After months of preparation, spending at least ¥60 billion, mobilizing 40,000 police officers to prevent terrorism and hiring nearly 60 gourmet chefs to prevent the Group of Eight leaders from suffering indigestion, the Toyako summit is nearly over.
"The G8 is a discredited institution and should be scrapped. It's an attempt to create an informal government because (it) subverts the authority of the United Nations. There is a term for informal governments, and that is 'mafia,' " said Walden Bello, from the Philippines, who represents the nongovernmental organization Focus on the Global South.
Bello's comments reflected the views of many from developing countries.
Kumi Naidoo, a South African with the nongovernmental Global Call to Action against Poverty, said he is torn between wanting the G8 to be scrapped entirely and wanting it rebuilt.
He identifies several problems the G8, in its current form, faces.
"First, there is a democracy deficit. The G8 makes decisions and imposes them on others without the formal consent of other countries. There is also a coherence deficit between the G8 (summits) and all of the other multilateral institutions," Naidoo said.
"But the biggest problem is the compliance deficit. I'd estimate that over the past 10 years or so, only 15 percent to 20 percent of all G8 promises have been kept.

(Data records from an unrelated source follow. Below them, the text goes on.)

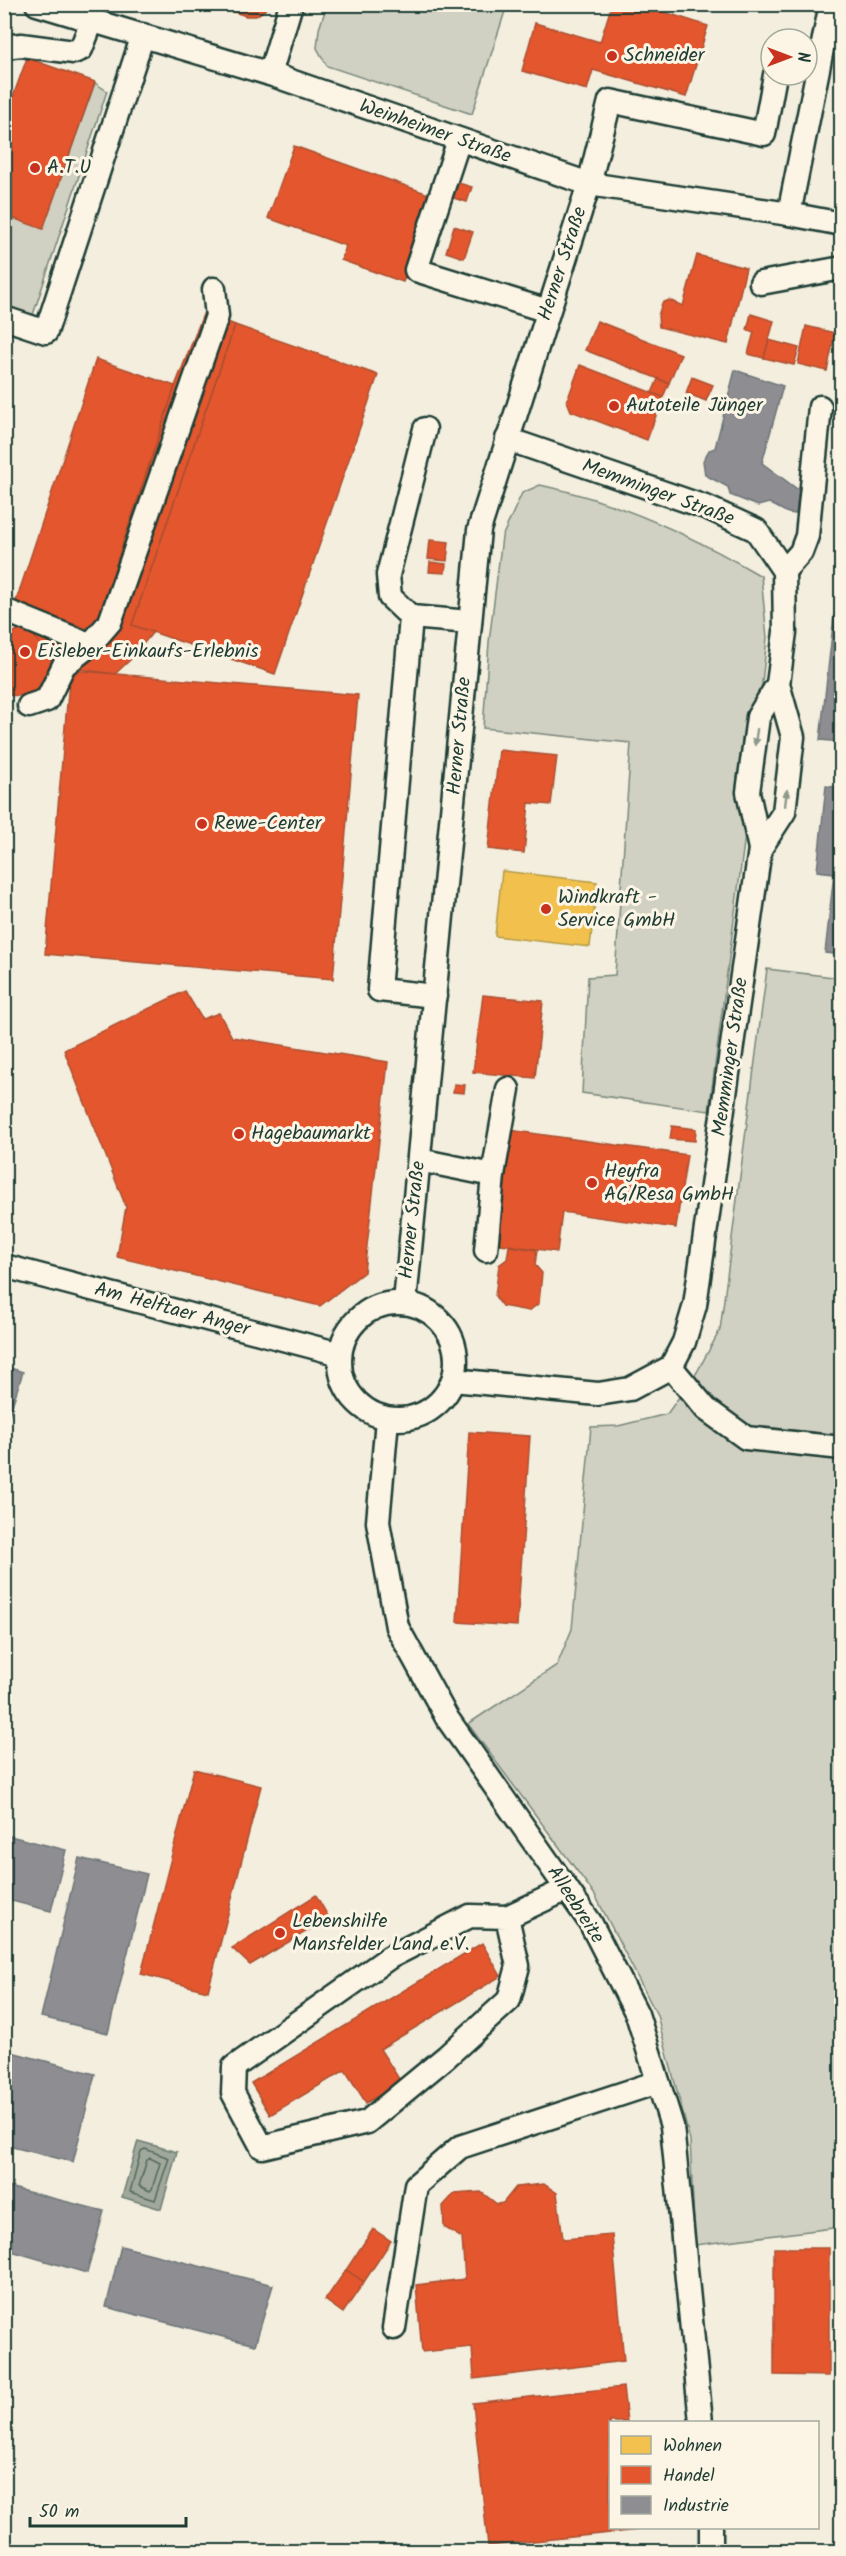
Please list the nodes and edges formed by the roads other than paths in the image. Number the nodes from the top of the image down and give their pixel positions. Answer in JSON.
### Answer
{"nodes":[{"id":1,"x":37,"y":4,"type":"edge"},
{"id":2,"x":291,"y":4,"type":"edge"},
{"id":3,"x":831,"y":4,"type":"edge"},
{"id":4,"x":92,"y":21,"type":"junction"},
{"id":5,"x":143,"y":35,"type":"junction"},
{"id":6,"x":4,"y":47,"type":"edge"},
{"id":7,"x":270,"y":74,"type":"junction"},
{"id":8,"x":773,"y":87,"type":"edge"},
{"id":9,"x":459,"y":140,"type":"junction"},
{"id":10,"x":589,"y":184,"type":"junction"},
{"id":11,"x":789,"y":214,"type":"junction"},
{"id":12,"x":842,"y":224,"type":"edge"},
{"id":13,"x":842,"y":268,"type":"edge"},
{"id":14,"x":760,"y":283,"type":"dead end"},
{"id":15,"x":214,"y":289,"type":"dead end"},
{"id":16,"x":548,"y":311,"type":"junction"},
{"id":17,"x":4,"y":318,"type":"edge"},
{"id":18,"x":820,"y":407,"type":"dead end"},
{"id":19,"x":425,"y":429,"type":"dead end"},
{"id":20,"x":507,"y":439,"type":"junction"},
{"id":21,"x":784,"y":571,"type":"junction"},
{"id":22,"x":4,"y":610,"type":"edge"},
{"id":23,"x":411,"y":617,"type":"junction"},
{"id":24,"x":470,"y":622,"type":"junction"},
{"id":25,"x":90,"y":645,"type":"junction"},
{"id":26,"x":778,"y":684,"type":"junction"},
{"id":27,"x":29,"y":706,"type":"dead end"},
{"id":28,"x":760,"y":849,"type":"junction"},
{"id":29,"x":435,"y":996,"type":"junction"},
{"id":30,"x":508,"y":1089,"type":"dead end"},
{"id":31,"x":419,"y":1160,"type":"junction"},
{"id":32,"x":493,"y":1175,"type":"junction"},
{"id":33,"x":486,"y":1250,"type":"dead end"},
{"id":34,"x":4,"y":1266,"type":"edge"},
{"id":35,"x":405,"y":1302,"type":"junction"},
{"id":36,"x":340,"y":1354,"type":"junction"},
{"id":37,"x":670,"y":1367,"type":"junction"},
{"id":38,"x":453,"y":1380,"type":"junction"},
{"id":39,"x":387,"y":1419,"type":"junction"},
{"id":40,"x":842,"y":1448,"type":"edge"},
{"id":41,"x":567,"y":1889,"type":"junction"},
{"id":42,"x":507,"y":1917,"type":"junction"},
{"id":43,"x":658,"y":2082,"type":"junction"},
{"id":44,"x":394,"y":2328,"type":"dead end"},
{"id":45,"x":701,"y":2421,"type":"edge"},
{"id":46,"x":711,"y":2529,"type":"edge"},
{"id":47,"x":711,"y":2552,"type":"edge"}],
"edges":[{"from":1,"to":4,"type":"street","name":"Weinheimer Straße"},
{"from":2,"to":7,"type":"street"},
{"from":3,"to":11,"type":"street"},
{"from":4,"to":5,"type":"street","name":"Weinheimer Straße"},
{"from":4,"to":6,"type":"street"},
{"from":5,"to":7,"type":"street","name":"Weinheimer Straße"},
{"from":5,"to":17,"type":"street"},
{"from":7,"to":9,"type":"street","name":"Weinheimer Straße"},
{"from":8,"to":10,"type":"street","name":"Herner Straße"},
{"from":9,"to":10,"type":"street","name":"Weinheimer Straße"},
{"from":9,"to":16,"type":"street"},
{"from":10,"to":11,"type":"street","name":"Weinheimer Straße"},
{"from":10,"to":16,"type":"street","name":"Herner Straße"},
{"from":11,"to":12,"type":"street","name":"Weinheimer Straße"},
{"from":13,"to":14,"type":"street"},
{"from":15,"to":25,"type":"street"},
{"from":16,"to":20,"type":"street","name":"Herner Straße"},
{"from":18,"to":21,"type":"street"},
{"from":19,"to":23,"type":"street"},
{"from":20,"to":21,"type":"street","name":"Memminger Straße"},
{"from":20,"to":24,"type":"street","name":"Herner Straße"},
{"from":21,"to":26,"type":"street","name":"Memminger Straße"},
{"from":22,"to":25,"type":"street"},
{"from":23,"to":24,"type":"street"},
{"from":23,"to":29,"type":"street"},
{"from":24,"to":29,"type":"street","name":"Herner Straße"},
{"from":25,"to":27,"type":"street"},
{"from":26,"to":28,"type":"street","name":"Memminger Straße","one_way":true},
{"from":28,"to":26,"type":"street","name":"Memminger Straße","one_way":true},
{"from":28,"to":37,"type":"street","name":"Memminger Straße"},
{"from":29,"to":31,"type":"street","name":"Herner Straße"},
{"from":30,"to":32,"type":"street"},
{"from":31,"to":32,"type":"street"},
{"from":31,"to":35,"type":"street","name":"Herner Straße"},
{"from":32,"to":33,"type":"street"},
{"from":34,"to":36,"type":"street","name":"Am Helftaer Anger"},
{"from":35,"to":36,"type":"street"},
{"from":35,"to":38,"type":"street"},
{"from":36,"to":39,"type":"street"},
{"from":37,"to":38,"type":"street"},
{"from":37,"to":40,"type":"street"},
{"from":38,"to":39,"type":"street"},
{"from":39,"to":41,"type":"street","name":"Alleebreite"},
{"from":41,"to":42,"type":"street"},
{"from":41,"to":43,"type":"street","name":"Alleebreite"},
{"from":42,"to":42,"type":"street"},
{"from":43,"to":44,"type":"street"},
{"from":43,"to":45,"type":"street","name":"Alleebreite"},
{"from":46,"to":47,"type":"street"}]}
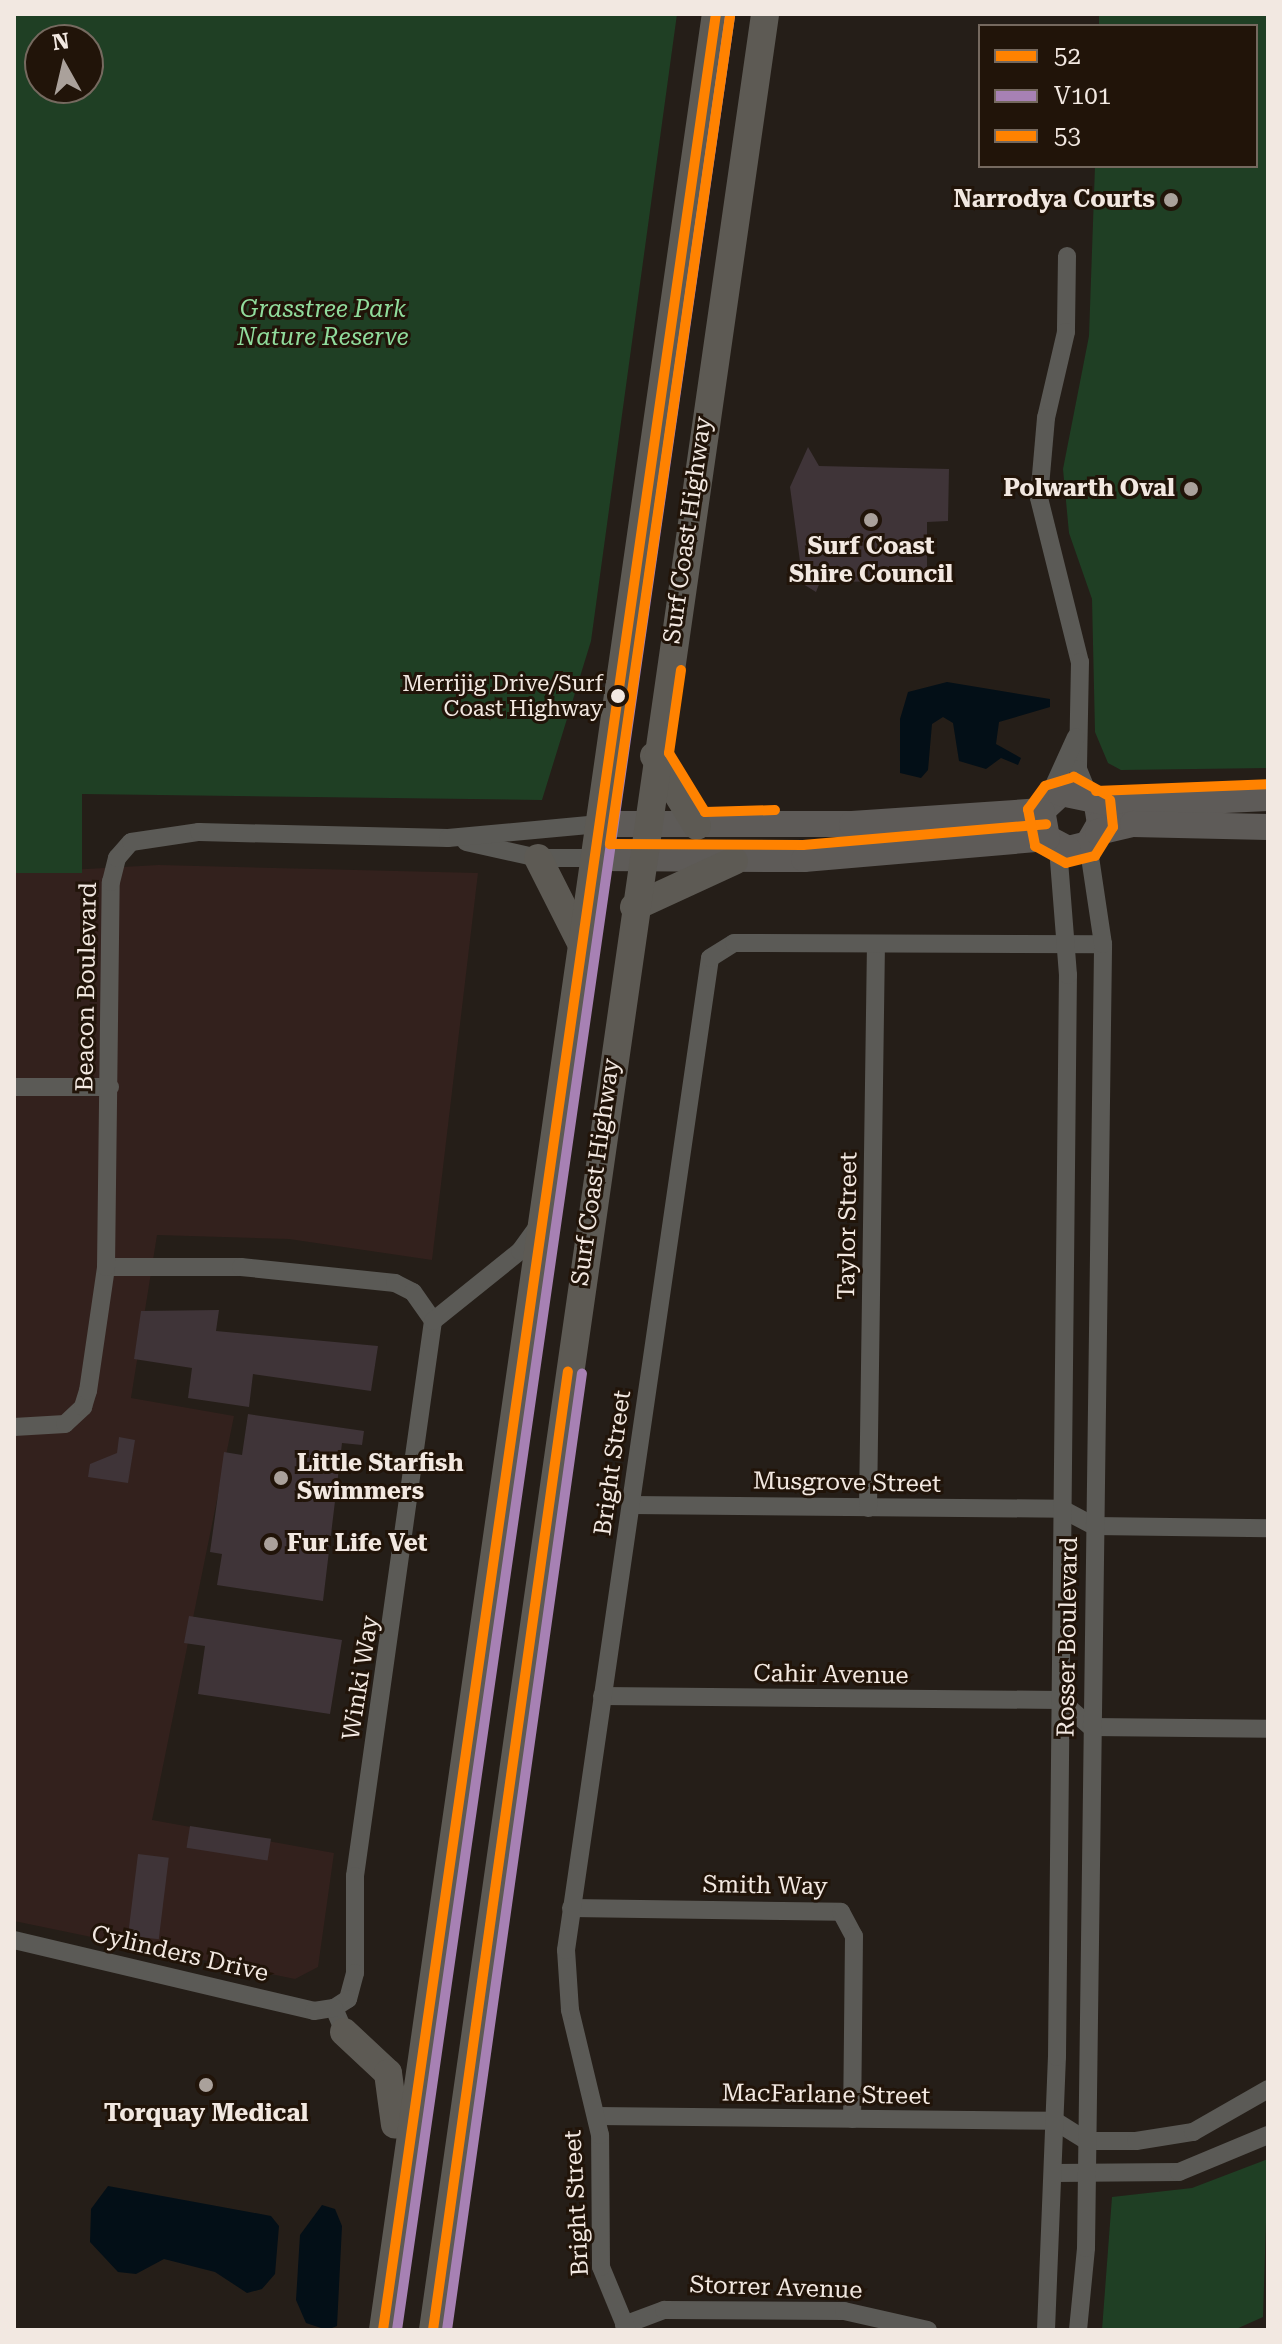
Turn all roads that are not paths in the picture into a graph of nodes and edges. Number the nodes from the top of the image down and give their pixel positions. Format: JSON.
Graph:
{"nodes":[{"id":1,"x":716,"y":14,"type":"edge"},
{"id":2,"x":765,"y":14,"type":"edge"},
{"id":3,"x":1067,"y":256,"type":"dead end"},
{"id":4,"x":1079,"y":731,"type":"junction"},
{"id":5,"x":654,"y":756,"type":"junction"},
{"id":6,"x":1268,"y":798,"type":"edge"},
{"id":7,"x":1093,"y":802,"type":"junction"},
{"id":8,"x":1044,"y":807,"type":"junction"},
{"id":9,"x":599,"y":824,"type":"junction"},
{"id":10,"x":643,"y":825,"type":"junction"},
{"id":11,"x":697,"y":826,"type":"junction"},
{"id":12,"x":1268,"y":827,"type":"edge"},
{"id":13,"x":448,"y":838,"type":"junction"},
{"id":14,"x":1093,"y":838,"type":"junction"},
{"id":15,"x":1052,"y":842,"type":"junction"},
{"id":16,"x":538,"y":858,"type":"junction"},
{"id":17,"x":594,"y":858,"type":"junction"},
{"id":18,"x":638,"y":859,"type":"junction"},
{"id":19,"x":734,"y":861,"type":"junction"},
{"id":20,"x":634,"y":907,"type":"junction"},
{"id":21,"x":581,"y":944,"type":"junction"},
{"id":22,"x":1103,"y":944,"type":"junction"},
{"id":23,"x":876,"y":945,"type":"junction"},
{"id":24,"x":1067,"y":946,"type":"junction"},
{"id":25,"x":14,"y":1087,"type":"edge"},
{"id":26,"x":110,"y":1087,"type":"junction"},
{"id":27,"x":539,"y":1225,"type":"junction"},
{"id":28,"x":106,"y":1267,"type":"junction"},
{"id":29,"x":433,"y":1321,"type":"junction"},
{"id":30,"x":14,"y":1427,"type":"edge"},
{"id":31,"x":631,"y":1505,"type":"junction"},
{"id":32,"x":868,"y":1508,"type":"junction"},
{"id":33,"x":1062,"y":1509,"type":"junction"},
{"id":34,"x":1094,"y":1526,"type":"junction"},
{"id":35,"x":1268,"y":1528,"type":"edge"},
{"id":36,"x":602,"y":1696,"type":"junction"},
{"id":37,"x":1060,"y":1700,"type":"junction"},
{"id":38,"x":1091,"y":1727,"type":"junction"},
{"id":39,"x":1268,"y":1729,"type":"edge"},
{"id":40,"x":571,"y":1908,"type":"junction"},
{"id":41,"x":14,"y":1940,"type":"edge"},
{"id":42,"x":339,"y":2020,"type":"junction"},
{"id":43,"x":1268,"y":2089,"type":"edge"},
{"id":44,"x":597,"y":2116,"type":"junction"},
{"id":45,"x":852,"y":2119,"type":"junction"},
{"id":46,"x":1055,"y":2121,"type":"junction"},
{"id":47,"x":1268,"y":2135,"type":"edge"},
{"id":48,"x":1087,"y":2141,"type":"junction"},
{"id":49,"x":1054,"y":2173,"type":"junction"},
{"id":50,"x":1087,"y":2173,"type":"junction"},
{"id":51,"x":390,"y":2253,"type":"junction"},
{"id":52,"x":625,"y":2327,"type":"edge"},
{"id":53,"x":383,"y":2330,"type":"edge"},
{"id":54,"x":433,"y":2330,"type":"edge"},
{"id":55,"x":928,"y":2330,"type":"edge"},
{"id":56,"x":1046,"y":2330,"type":"edge"},
{"id":57,"x":1078,"y":2330,"type":"edge"}],
"edges":[{"from":1,"to":9,"type":"main road","name":"Surf Coast Highway"},
{"from":2,"to":5,"type":"main road","name":"Surf Coast Highway"},
{"from":3,"to":4,"type":"street"},
{"from":4,"to":7,"type":"street"},
{"from":4,"to":8,"type":"street"},
{"from":5,"to":10,"type":"main road","name":"Surf Coast Highway"},
{"from":5,"to":11,"type":"main road"},
{"from":6,"to":7,"type":"street"},
{"from":7,"to":8,"type":"street"},
{"from":7,"to":14,"type":"street"},
{"from":8,"to":11,"type":"street"},
{"from":8,"to":15,"type":"street"},
{"from":9,"to":10,"type":"street"},
{"from":9,"to":13,"type":"street","name":"Beacon Boulevard"},
{"from":9,"to":17,"type":"main road","name":"Surf Coast Highway"},
{"from":10,"to":11,"type":"street"},
{"from":10,"to":18,"type":"main road","name":"Surf Coast Highway"},
{"from":12,"to":14,"type":"street"},
{"from":13,"to":16,"type":"street","name":"Beacon Boulevard"},
{"from":13,"to":26,"type":"street","name":"Beacon Boulevard"},
{"from":14,"to":15,"type":"street"},
{"from":14,"to":22,"type":"street","name":"Rosser Boulevard"},
{"from":15,"to":19,"type":"street"},
{"from":15,"to":24,"type":"street","name":"Rosser Boulevard"},
{"from":16,"to":17,"type":"street","name":"Beacon Boulevard"},
{"from":16,"to":21,"type":"main road"},
{"from":17,"to":18,"type":"street"},
{"from":17,"to":21,"type":"main road","name":"Surf Coast Highway"},
{"from":18,"to":19,"type":"street"},
{"from":18,"to":20,"type":"main road","name":"Surf Coast Highway"},
{"from":19,"to":20,"type":"main road"},
{"from":20,"to":54,"type":"main road","name":"Surf Coast Highway"},
{"from":21,"to":27,"type":"main road","name":"Surf Coast Highway"},
{"from":22,"to":24,"type":"street"},
{"from":22,"to":34,"type":"street","name":"Rosser Boulevard"},
{"from":23,"to":24,"type":"street","name":"Bright Street"},
{"from":23,"to":31,"type":"street","name":"Bright Street"},
{"from":23,"to":32,"type":"street","name":"Taylor Street"},
{"from":24,"to":33,"type":"street","name":"Rosser Boulevard"},
{"from":25,"to":26,"type":"street"},
{"from":26,"to":28,"type":"street","name":"Beacon Boulevard"},
{"from":27,"to":29,"type":"street"},
{"from":27,"to":51,"type":"main road","name":"Surf Coast Highway"},
{"from":28,"to":29,"type":"street"},
{"from":28,"to":30,"type":"street","name":"Beacon Boulevard"},
{"from":29,"to":42,"type":"street","name":"Winki Way"},
{"from":31,"to":32,"type":"street","name":"Musgrove Street"},
{"from":31,"to":36,"type":"street","name":"Bright Street"},
{"from":32,"to":33,"type":"street","name":"Musgrove Street"},
{"from":33,"to":34,"type":"street"},
{"from":33,"to":37,"type":"street","name":"Rosser Boulevard"},
{"from":34,"to":35,"type":"street"},
{"from":34,"to":38,"type":"street","name":"Rosser Boulevard"},
{"from":36,"to":37,"type":"street","name":"Cahir Avenue"},
{"from":36,"to":40,"type":"street","name":"Bright Street"},
{"from":37,"to":38,"type":"street"},
{"from":37,"to":46,"type":"street","name":"Rosser Boulevard"},
{"from":38,"to":39,"type":"street"},
{"from":38,"to":48,"type":"street","name":"Rosser Boulevard"},
{"from":40,"to":44,"type":"street","name":"Bright Street"},
{"from":40,"to":45,"type":"street","name":"Smith Way"},
{"from":41,"to":42,"type":"street","name":"Cylinders Drive"},
{"from":42,"to":51,"type":"main road"},
{"from":43,"to":48,"type":"street"},
{"from":44,"to":45,"type":"street","name":"MacFarlane Street"},
{"from":44,"to":52,"type":"street","name":"Bright Street"},
{"from":45,"to":46,"type":"street","name":"MacFarlane Street"},
{"from":46,"to":48,"type":"street"},
{"from":46,"to":49,"type":"street","name":"Rosser Boulevard"},
{"from":47,"to":50,"type":"street"},
{"from":48,"to":50,"type":"street","name":"Rosser Boulevard"},
{"from":49,"to":50,"type":"street"},
{"from":49,"to":56,"type":"street","name":"Rosser Boulevard"},
{"from":50,"to":57,"type":"street","name":"Rosser Boulevard"},
{"from":51,"to":53,"type":"main road","name":"Surf Coast Highway"},
{"from":52,"to":55,"type":"street","name":"Storrer Avenue"}]}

Given the huge amount of money involved in holding these summits, that seems like a low return on investment," he said.
Another quarter that agrees the G8 faces a serious legitimacy crisis wants the body transformed into something larger and more accountable to greater numbers of people.
"The G8 remains an elite club with an unconstrained agenda that lacks formal mechanisms for policy declaration, administration, or compliance. The question of the G8's legitimacy naturally extends beyond its composition to its operative functions. A wider set of countries can increase its legitimacy," the Center for International Governance Innovation, a Canada-based NGO, concluded in March following a workshop on the deficiencies of the G8, adding that the current structure is a relic from the past.
Lack of compliance is another reason to abolish G8 meetings, given the huge costs involved and the slight connection between the words of the G8 leaders and their subsequent actions.
For example, given that the international food crisis is a main topic at the Toyako summit, even some delegates were disappointed with what they saw as a lack of sensitivity on the part of the G8.
"Meeting at a resort hotel and dining on gourmet food prepared by some of the world's finest chefs doesn't exactly send a message to either the developed or the developing world that Japan takes the food crisis very seriously," said one German delegate, speaking anonymously.
And even those who criticize the G8 but reluctantly favor continued summits question the need for a huge gathering in one place.
Technologies undreamed of when France and Germany created the precursor of the G8 back in the mid-1970s are now available.
Rather than have thousands of people jet halfway around the world using gas-guzzling airplanes, cars and limos that add more greenhouse gas emissions to the atmosphere, the critics suggest, one possibility would be to do the whole thing via the Internet and video teleconferencing.
"The World Bank has the facilities at many of its offices around the world to do that kind of teleconferencing, so that NGOs as well could participate," said Naidoo of Global Call to Action against Poverty.